The wordcount for published games includes code, WIPs vary; in CSIDE and the VS Code extension, you can generate a wordcount without code. CoG/HC games are edited in order to not repeat large sections of the same writing, but with HG that isn’t necessarily the case. In either case, yes they’re extremely prolific!


This used to be true before *gosub was widely used (and mandated by editors of CoG label games). When you look back to the code files for e.g. Heroes Rise or Deathless, you’ll quickly find examples of repeated language that would be tucked behind a *gosub today. Tin Star is massive, and brilliant, but comparing its word count to e.g. Choice of Robots (one of the first games to make heavy use of gosubs) is apples to oranges. Today, like Hannah said, you rarely have much repeated text.

Games with minimal branching tend to have less code – so a high word count will reflect some balance of long story and high replayability/customizability. Either way, I think there’s something of genuine value behind the number – it’s very rare that you could accuse a high-word-count game of just padding out its numbers without reflecting something genuinely enjoyable and impressive about the experience.

And today’s mega-games with over 1m word counts definitely have way, way more actual story content (even stripping out the code) than your average fantasy novel. I expect when all’s said and done, my five-game series will have roughly as much content as Jordan’s 14-book Wheel of Time. (Would-be Brandon Sandersons: stand back, I’m not even 50 yet…)

Edit: having just checked CSIDE, my working draft of XoR 2 has 458,000 words excluding code, and 535,000 including code.


I would add that large sections of repeated text are still common in HG games. Very few HG authors use gosubs or multireplace, and some aren’t even proficient in the use of variables. I’ve seen code in which a fairly large paragraph is repeated several times with only a single word of difference. Granted, even most HG coding is more efficient than that - but it’s not at all unusual for large chunks of text to be repeated with minor variations in ways that gosub and multireplace would obviate.


Good point. And as someone who only very slowly got comfortable with those tools myself over the course of a decade, I’d echo what I always say about coding efficiency:

Many, many of my favorite ChoiceScript works are inefficiently coded. Their word count is still a decent indicator of how much story there is to explore; and as a non-editor player of these games, I’d rather see them finished and enjoyable with big chunks of repeated code than lagging because a non-programmer is trying to teach themself coding efficiency as they write. :slight_smile:


Oh, absolutely! Being, myself, not a writer of games, I’m not in a position to pass judgment on inefficient coders. I’m in awe of anyone who publishes a game at all, and some of the inefficiently-coded games I’ve played have been absolutely delightful. I was just pointing out yet another layer of complexity to the question of exactly what word counts indicate.

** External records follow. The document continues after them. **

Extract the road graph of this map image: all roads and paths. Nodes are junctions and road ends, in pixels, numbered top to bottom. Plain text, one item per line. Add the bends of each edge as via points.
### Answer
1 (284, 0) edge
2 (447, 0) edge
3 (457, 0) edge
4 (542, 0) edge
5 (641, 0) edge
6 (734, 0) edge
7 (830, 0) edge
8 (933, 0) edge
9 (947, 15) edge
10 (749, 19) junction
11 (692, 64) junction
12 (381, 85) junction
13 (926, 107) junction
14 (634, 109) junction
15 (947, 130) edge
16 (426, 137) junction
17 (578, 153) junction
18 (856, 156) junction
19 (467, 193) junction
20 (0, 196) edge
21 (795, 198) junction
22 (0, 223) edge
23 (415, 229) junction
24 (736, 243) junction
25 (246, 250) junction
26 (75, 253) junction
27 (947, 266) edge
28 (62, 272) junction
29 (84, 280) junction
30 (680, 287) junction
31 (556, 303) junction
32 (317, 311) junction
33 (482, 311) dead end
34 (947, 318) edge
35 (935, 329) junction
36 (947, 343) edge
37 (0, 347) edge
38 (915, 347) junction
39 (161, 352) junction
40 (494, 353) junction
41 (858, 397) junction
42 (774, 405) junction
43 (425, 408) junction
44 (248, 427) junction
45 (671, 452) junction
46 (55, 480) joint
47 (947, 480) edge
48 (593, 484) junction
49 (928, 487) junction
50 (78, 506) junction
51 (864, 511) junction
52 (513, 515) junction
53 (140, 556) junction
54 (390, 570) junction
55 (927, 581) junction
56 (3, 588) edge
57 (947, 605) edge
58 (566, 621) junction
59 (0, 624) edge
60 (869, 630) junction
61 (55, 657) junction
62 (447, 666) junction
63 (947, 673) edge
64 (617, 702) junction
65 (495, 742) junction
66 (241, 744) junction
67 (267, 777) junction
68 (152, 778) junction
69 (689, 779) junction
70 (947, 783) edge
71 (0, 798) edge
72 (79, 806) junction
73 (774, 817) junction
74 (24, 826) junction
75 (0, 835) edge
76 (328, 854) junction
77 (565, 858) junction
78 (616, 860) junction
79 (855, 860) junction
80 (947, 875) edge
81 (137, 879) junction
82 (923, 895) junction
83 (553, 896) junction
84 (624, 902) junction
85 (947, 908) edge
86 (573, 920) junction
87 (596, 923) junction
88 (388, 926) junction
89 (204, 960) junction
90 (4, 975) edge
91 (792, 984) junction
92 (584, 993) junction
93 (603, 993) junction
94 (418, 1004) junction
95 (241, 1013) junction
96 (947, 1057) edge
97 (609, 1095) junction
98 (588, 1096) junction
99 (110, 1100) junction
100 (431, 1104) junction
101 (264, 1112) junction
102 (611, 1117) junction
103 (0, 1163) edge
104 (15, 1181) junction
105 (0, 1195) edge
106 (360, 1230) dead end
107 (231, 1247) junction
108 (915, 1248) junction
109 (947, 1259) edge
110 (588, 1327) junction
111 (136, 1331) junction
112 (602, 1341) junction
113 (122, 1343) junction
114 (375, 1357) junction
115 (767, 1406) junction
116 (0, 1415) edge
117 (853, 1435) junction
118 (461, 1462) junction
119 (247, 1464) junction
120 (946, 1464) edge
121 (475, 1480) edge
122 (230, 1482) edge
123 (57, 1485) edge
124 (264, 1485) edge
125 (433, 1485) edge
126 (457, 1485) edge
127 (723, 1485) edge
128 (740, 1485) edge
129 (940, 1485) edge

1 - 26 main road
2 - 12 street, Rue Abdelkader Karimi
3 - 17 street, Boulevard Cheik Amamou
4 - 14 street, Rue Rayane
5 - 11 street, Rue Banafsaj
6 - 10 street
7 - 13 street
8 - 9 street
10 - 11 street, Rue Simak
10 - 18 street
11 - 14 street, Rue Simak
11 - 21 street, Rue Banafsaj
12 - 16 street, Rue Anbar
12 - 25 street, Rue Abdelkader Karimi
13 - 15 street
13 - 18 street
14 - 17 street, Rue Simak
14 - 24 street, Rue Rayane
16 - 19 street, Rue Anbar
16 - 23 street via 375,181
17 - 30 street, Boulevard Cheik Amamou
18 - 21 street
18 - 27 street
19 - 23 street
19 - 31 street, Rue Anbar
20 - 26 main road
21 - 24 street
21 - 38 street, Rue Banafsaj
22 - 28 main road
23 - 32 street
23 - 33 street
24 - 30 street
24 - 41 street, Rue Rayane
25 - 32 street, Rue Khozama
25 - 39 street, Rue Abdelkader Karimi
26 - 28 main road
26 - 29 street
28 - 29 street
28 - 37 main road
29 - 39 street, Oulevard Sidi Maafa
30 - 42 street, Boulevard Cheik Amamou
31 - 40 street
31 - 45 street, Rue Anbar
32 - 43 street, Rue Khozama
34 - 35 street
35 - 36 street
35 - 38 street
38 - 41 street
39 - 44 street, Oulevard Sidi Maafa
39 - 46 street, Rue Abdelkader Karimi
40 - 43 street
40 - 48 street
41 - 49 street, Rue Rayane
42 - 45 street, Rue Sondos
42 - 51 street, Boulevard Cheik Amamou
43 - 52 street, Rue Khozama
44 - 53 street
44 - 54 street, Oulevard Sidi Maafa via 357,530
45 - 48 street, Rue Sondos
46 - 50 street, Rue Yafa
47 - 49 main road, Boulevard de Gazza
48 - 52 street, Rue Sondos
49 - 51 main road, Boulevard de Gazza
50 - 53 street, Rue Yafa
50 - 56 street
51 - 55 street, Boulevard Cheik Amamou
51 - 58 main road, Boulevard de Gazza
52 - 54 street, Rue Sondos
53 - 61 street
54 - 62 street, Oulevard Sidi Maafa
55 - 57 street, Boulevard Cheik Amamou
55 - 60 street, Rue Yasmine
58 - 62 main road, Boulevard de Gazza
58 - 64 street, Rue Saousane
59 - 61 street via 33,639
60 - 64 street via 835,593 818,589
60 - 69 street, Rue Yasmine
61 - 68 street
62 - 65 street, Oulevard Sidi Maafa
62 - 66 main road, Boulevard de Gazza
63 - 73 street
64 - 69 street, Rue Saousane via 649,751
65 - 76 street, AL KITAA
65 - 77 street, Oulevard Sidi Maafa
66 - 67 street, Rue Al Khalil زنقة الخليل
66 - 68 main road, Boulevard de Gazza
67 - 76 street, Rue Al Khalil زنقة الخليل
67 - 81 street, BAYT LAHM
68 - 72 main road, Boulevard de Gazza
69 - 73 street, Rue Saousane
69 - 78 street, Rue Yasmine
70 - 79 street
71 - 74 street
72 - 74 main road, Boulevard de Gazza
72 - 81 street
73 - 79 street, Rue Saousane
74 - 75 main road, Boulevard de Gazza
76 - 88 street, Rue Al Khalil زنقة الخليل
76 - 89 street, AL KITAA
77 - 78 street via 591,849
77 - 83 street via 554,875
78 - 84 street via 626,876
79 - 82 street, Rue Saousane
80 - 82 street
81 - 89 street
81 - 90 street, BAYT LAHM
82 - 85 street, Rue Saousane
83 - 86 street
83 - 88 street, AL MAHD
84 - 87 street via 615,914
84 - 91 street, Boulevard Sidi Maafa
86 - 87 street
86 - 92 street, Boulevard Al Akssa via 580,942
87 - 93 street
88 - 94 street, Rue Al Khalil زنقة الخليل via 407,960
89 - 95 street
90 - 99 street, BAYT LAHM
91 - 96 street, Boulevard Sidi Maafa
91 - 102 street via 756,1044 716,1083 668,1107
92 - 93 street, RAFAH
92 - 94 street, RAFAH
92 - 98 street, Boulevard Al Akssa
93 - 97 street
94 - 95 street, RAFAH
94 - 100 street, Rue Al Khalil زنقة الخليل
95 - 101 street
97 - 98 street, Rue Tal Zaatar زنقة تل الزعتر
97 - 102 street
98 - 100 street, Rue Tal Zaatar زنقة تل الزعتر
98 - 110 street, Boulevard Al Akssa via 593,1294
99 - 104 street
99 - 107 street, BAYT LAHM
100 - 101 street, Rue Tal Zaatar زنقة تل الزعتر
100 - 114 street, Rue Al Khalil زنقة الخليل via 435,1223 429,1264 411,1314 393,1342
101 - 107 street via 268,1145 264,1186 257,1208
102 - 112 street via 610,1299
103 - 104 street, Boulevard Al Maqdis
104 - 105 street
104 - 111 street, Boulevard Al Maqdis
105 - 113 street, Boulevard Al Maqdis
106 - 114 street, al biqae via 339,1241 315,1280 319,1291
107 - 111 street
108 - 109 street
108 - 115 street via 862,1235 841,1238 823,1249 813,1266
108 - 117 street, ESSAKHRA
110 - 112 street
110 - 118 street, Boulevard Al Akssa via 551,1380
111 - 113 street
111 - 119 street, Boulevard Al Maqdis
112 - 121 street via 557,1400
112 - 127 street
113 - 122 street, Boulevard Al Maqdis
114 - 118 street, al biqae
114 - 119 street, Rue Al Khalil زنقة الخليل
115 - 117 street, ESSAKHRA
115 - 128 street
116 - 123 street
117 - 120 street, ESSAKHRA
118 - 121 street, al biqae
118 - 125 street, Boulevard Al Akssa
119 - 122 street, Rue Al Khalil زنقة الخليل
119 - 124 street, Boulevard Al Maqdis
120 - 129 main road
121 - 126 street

Wow. Thank you all for your answers. I learned a lot. I’ve always been curious how writers put together such intricate works. They truly are a labor of love.


Efficciency in code is very very overrated. And myself I dont see any advantage on it. It boost world account and world account is only matters to fans. If I sound bitter is because I am. I stopped used go_sub and go sub scene for that regard.

If people dont care about quality whatsoever why should I care about the numbers being accurate?


I mean, if you don’t care about how shoddy your product is and just want attention whatever the means, then writing an IF is probably a bad strategy in the first place. You can get more clicks (and probably more revenue) from making a youtube lifehack video over the course of two days than writing a HG story over the course of two years.

Writing these things only makes sense if you care about the thing you’re writing to at least some degree. And in that case, making your code efficient is just part of the creative process.


There is also the metric of average play-through word count, which I find useful to know in combination with the word counts with and without code.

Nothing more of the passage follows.